━━━ Data records ━━━

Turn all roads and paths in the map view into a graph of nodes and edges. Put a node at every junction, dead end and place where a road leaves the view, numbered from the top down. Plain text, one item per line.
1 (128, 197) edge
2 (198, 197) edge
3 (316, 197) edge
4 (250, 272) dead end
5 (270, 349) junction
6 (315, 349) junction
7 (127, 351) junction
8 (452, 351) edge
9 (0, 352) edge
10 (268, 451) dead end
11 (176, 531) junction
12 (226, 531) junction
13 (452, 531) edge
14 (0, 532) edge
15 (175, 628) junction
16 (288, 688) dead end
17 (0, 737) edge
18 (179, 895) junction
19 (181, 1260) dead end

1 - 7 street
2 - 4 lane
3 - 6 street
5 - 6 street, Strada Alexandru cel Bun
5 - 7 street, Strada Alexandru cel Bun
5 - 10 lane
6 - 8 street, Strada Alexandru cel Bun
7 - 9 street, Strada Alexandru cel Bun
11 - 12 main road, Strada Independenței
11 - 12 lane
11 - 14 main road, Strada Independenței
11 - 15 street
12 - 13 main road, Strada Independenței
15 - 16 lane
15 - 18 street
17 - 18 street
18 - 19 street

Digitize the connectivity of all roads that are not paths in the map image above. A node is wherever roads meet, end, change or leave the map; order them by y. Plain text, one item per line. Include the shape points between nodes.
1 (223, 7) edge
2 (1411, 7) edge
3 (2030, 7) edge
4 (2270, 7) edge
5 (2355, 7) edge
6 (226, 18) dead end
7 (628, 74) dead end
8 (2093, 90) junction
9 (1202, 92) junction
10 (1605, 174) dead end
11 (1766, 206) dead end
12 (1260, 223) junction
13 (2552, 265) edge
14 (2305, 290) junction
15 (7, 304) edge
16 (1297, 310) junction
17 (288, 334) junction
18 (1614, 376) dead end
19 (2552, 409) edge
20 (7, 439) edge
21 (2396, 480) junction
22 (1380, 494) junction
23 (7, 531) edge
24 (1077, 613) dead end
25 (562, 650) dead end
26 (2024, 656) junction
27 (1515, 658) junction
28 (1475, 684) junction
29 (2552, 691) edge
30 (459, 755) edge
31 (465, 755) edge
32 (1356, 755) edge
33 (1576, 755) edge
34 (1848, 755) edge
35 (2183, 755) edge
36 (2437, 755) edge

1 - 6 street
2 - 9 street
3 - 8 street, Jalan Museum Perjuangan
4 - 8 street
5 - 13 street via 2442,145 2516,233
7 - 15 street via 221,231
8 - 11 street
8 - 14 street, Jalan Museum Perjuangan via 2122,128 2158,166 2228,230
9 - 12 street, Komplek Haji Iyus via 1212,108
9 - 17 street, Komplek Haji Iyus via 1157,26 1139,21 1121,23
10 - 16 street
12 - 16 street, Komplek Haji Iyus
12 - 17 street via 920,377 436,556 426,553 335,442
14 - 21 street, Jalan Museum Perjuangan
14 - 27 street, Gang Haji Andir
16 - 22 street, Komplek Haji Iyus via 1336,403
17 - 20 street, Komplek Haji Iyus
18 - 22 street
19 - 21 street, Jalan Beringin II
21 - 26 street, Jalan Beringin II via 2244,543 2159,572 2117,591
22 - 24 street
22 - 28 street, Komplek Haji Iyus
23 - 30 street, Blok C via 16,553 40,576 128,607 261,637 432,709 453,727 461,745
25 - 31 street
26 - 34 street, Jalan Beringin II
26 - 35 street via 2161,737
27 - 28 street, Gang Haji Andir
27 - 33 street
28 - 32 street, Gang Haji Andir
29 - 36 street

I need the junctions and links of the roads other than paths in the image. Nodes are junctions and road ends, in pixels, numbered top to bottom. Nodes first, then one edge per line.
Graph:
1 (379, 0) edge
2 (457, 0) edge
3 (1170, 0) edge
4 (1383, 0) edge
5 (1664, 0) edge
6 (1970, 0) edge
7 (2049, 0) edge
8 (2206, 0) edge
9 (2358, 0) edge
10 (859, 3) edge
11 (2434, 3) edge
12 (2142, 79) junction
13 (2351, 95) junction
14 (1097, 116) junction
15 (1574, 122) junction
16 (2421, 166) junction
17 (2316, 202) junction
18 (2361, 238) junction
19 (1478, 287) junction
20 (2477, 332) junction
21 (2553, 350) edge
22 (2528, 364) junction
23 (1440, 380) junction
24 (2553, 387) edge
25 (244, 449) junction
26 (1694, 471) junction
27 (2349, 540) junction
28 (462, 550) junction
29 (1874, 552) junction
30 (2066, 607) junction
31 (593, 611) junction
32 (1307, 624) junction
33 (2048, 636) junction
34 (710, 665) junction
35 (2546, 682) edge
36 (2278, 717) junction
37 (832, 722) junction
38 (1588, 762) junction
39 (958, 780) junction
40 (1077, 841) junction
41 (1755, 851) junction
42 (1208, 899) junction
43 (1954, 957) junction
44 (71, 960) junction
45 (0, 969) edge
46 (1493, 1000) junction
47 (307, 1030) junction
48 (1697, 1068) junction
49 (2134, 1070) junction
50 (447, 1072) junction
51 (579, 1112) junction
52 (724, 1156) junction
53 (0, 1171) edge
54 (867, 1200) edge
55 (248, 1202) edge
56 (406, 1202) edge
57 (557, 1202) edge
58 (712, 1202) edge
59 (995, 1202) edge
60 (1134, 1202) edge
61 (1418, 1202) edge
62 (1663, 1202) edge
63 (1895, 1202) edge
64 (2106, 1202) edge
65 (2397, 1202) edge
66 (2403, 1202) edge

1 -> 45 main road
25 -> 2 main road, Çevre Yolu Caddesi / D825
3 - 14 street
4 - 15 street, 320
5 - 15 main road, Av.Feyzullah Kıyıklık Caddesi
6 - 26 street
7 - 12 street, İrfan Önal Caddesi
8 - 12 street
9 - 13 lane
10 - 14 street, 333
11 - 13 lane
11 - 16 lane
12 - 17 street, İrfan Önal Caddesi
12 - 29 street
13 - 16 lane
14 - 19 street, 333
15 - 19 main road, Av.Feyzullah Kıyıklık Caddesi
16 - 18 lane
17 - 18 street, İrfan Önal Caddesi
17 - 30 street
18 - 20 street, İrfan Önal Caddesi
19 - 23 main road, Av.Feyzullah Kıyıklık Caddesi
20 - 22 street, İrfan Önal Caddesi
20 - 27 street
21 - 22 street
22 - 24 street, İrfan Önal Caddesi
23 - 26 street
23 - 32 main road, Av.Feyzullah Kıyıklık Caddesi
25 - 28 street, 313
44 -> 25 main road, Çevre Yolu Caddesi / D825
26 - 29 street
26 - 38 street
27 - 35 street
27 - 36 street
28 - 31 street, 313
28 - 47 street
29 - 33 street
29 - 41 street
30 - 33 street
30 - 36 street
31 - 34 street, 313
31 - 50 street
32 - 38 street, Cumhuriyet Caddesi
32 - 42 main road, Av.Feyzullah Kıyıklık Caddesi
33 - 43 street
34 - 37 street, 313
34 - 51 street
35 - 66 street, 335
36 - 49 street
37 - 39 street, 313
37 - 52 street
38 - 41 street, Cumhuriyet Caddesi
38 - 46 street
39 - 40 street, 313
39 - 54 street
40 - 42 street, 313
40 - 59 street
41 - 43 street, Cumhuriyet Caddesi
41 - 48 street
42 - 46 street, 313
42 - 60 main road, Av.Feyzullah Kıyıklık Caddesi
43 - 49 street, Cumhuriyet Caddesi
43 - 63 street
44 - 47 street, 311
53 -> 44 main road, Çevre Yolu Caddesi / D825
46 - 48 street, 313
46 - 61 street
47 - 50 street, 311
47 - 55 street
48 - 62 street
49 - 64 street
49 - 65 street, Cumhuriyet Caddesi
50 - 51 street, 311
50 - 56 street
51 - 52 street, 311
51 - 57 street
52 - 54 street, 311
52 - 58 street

━━━

_About this exercise_
All lines above should be output verbatim.

_Your response_
Turn all roads and paths in the map view into a graph of nodes and edges. Put a node at every junction, dead end and place where a road leaves the view, numbered from the top down. Plain text, one item per line.
1 (128, 197) edge
2 (198, 197) edge
3 (316, 197) edge
4 (250, 272) dead end
5 (270, 349) junction
6 (315, 349) junction
7 (127, 351) junction
8 (452, 351) edge
9 (0, 352) edge
10 (268, 451) dead end
11 (176, 531) junction
12 (226, 531) junction
13 (452, 531) edge
14 (0, 532) edge
15 (175, 628) junction
16 (288, 688) dead end
17 (0, 737) edge
18 (179, 895) junction
19 (181, 1260) dead end

1 - 7 street
2 - 4 lane
3 - 6 street
5 - 6 street, Strada Alexandru cel Bun
5 - 7 street, Strada Alexandru cel Bun
5 - 10 lane
6 - 8 street, Strada Alexandru cel Bun
7 - 9 street, Strada Alexandru cel Bun
11 - 12 main road, Strada Independenței
11 - 12 lane
11 - 14 main road, Strada Independenței
11 - 15 street
12 - 13 main road, Strada Independenței
15 - 16 lane
15 - 18 street
17 - 18 street
18 - 19 street

Digitize the connectivity of all roads that are not paths in the map image above. A node is wherever roads meet, end, change or leave the map; order them by y. Plain text, one item per line. Include the shape points between nodes.
1 (223, 7) edge
2 (1411, 7) edge
3 (2030, 7) edge
4 (2270, 7) edge
5 (2355, 7) edge
6 (226, 18) dead end
7 (628, 74) dead end
8 (2093, 90) junction
9 (1202, 92) junction
10 (1605, 174) dead end
11 (1766, 206) dead end
12 (1260, 223) junction
13 (2552, 265) edge
14 (2305, 290) junction
15 (7, 304) edge
16 (1297, 310) junction
17 (288, 334) junction
18 (1614, 376) dead end
19 (2552, 409) edge
20 (7, 439) edge
21 (2396, 480) junction
22 (1380, 494) junction
23 (7, 531) edge
24 (1077, 613) dead end
25 (562, 650) dead end
26 (2024, 656) junction
27 (1515, 658) junction
28 (1475, 684) junction
29 (2552, 691) edge
30 (459, 755) edge
31 (465, 755) edge
32 (1356, 755) edge
33 (1576, 755) edge
34 (1848, 755) edge
35 (2183, 755) edge
36 (2437, 755) edge

1 - 6 street
2 - 9 street
3 - 8 street, Jalan Museum Perjuangan
4 - 8 street
5 - 13 street via 2442,145 2516,233
7 - 15 street via 221,231
8 - 11 street
8 - 14 street, Jalan Museum Perjuangan via 2122,128 2158,166 2228,230
9 - 12 street, Komplek Haji Iyus via 1212,108
9 - 17 street, Komplek Haji Iyus via 1157,26 1139,21 1121,23
10 - 16 street
12 - 16 street, Komplek Haji Iyus
12 - 17 street via 920,377 436,556 426,553 335,442
14 - 21 street, Jalan Museum Perjuangan
14 - 27 street, Gang Haji Andir
16 - 22 street, Komplek Haji Iyus via 1336,403
17 - 20 street, Komplek Haji Iyus
18 - 22 street
19 - 21 street, Jalan Beringin II
21 - 26 street, Jalan Beringin II via 2244,543 2159,572 2117,591
22 - 24 street
22 - 28 street, Komplek Haji Iyus
23 - 30 street, Blok C via 16,553 40,576 128,607 261,637 432,709 453,727 461,745
25 - 31 street
26 - 34 street, Jalan Beringin II
26 - 35 street via 2161,737
27 - 28 street, Gang Haji Andir
27 - 33 street
28 - 32 street, Gang Haji Andir
29 - 36 street

I need the junctions and links of the roads other than paths in the image. Nodes are junctions and road ends, in pixels, numbered top to bottom. Nodes first, then one edge per line.
Graph:
1 (379, 0) edge
2 (457, 0) edge
3 (1170, 0) edge
4 (1383, 0) edge
5 (1664, 0) edge
6 (1970, 0) edge
7 (2049, 0) edge
8 (2206, 0) edge
9 (2358, 0) edge
10 (859, 3) edge
11 (2434, 3) edge
12 (2142, 79) junction
13 (2351, 95) junction
14 (1097, 116) junction
15 (1574, 122) junction
16 (2421, 166) junction
17 (2316, 202) junction
18 (2361, 238) junction
19 (1478, 287) junction
20 (2477, 332) junction
21 (2553, 350) edge
22 (2528, 364) junction
23 (1440, 380) junction
24 (2553, 387) edge
25 (244, 449) junction
26 (1694, 471) junction
27 (2349, 540) junction
28 (462, 550) junction
29 (1874, 552) junction
30 (2066, 607) junction
31 (593, 611) junction
32 (1307, 624) junction
33 (2048, 636) junction
34 (710, 665) junction
35 (2546, 682) edge
36 (2278, 717) junction
37 (832, 722) junction
38 (1588, 762) junction
39 (958, 780) junction
40 (1077, 841) junction
41 (1755, 851) junction
42 (1208, 899) junction
43 (1954, 957) junction
44 (71, 960) junction
45 (0, 969) edge
46 (1493, 1000) junction
47 (307, 1030) junction
48 (1697, 1068) junction
49 (2134, 1070) junction
50 (447, 1072) junction
51 (579, 1112) junction
52 (724, 1156) junction
53 (0, 1171) edge
54 (867, 1200) edge
55 (248, 1202) edge
56 (406, 1202) edge
57 (557, 1202) edge
58 (712, 1202) edge
59 (995, 1202) edge
60 (1134, 1202) edge
61 (1418, 1202) edge
62 (1663, 1202) edge
63 (1895, 1202) edge
64 (2106, 1202) edge
65 (2397, 1202) edge
66 (2403, 1202) edge

1 -> 45 main road
25 -> 2 main road, Çevre Yolu Caddesi / D825
3 - 14 street
4 - 15 street, 320
5 - 15 main road, Av.Feyzullah Kıyıklık Caddesi
6 - 26 street
7 - 12 street, İrfan Önal Caddesi
8 - 12 street
9 - 13 lane
10 - 14 street, 333
11 - 13 lane
11 - 16 lane
12 - 17 street, İrfan Önal Caddesi
12 - 29 street
13 - 16 lane
14 - 19 street, 333
15 - 19 main road, Av.Feyzullah Kıyıklık Caddesi
16 - 18 lane
17 - 18 street, İrfan Önal Caddesi
17 - 30 street
18 - 20 street, İrfan Önal Caddesi
19 - 23 main road, Av.Feyzullah Kıyıklık Caddesi
20 - 22 street, İrfan Önal Caddesi
20 - 27 street
21 - 22 street
22 - 24 street, İrfan Önal Caddesi
23 - 26 street
23 - 32 main road, Av.Feyzullah Kıyıklık Caddesi
25 - 28 street, 313
44 -> 25 main road, Çevre Yolu Caddesi / D825
26 - 29 street
26 - 38 street
27 - 35 street
27 - 36 street
28 - 31 street, 313
28 - 47 street
29 - 33 street
29 - 41 street
30 - 33 street
30 - 36 street
31 - 34 street, 313
31 - 50 street
32 - 38 street, Cumhuriyet Caddesi
32 - 42 main road, Av.Feyzullah Kıyıklık Caddesi
33 - 43 street
34 - 37 street, 313
34 - 51 street
35 - 66 street, 335
36 - 49 street
37 - 39 street, 313
37 - 52 street
38 - 41 street, Cumhuriyet Caddesi
38 - 46 street
39 - 40 street, 313
39 - 54 street
40 - 42 street, 313
40 - 59 street
41 - 43 street, Cumhuriyet Caddesi
41 - 48 street
42 - 46 street, 313
42 - 60 main road, Av.Feyzullah Kıyıklık Caddesi
43 - 49 street, Cumhuriyet Caddesi
43 - 63 street
44 - 47 street, 311
53 -> 44 main road, Çevre Yolu Caddesi / D825
46 - 48 street, 313
46 - 61 street
47 - 50 street, 311
47 - 55 street
48 - 62 street
49 - 64 street
49 - 65 street, Cumhuriyet Caddesi
50 - 51 street, 311
50 - 56 street
51 - 52 street, 311
51 - 57 street
52 - 54 street, 311
52 - 58 street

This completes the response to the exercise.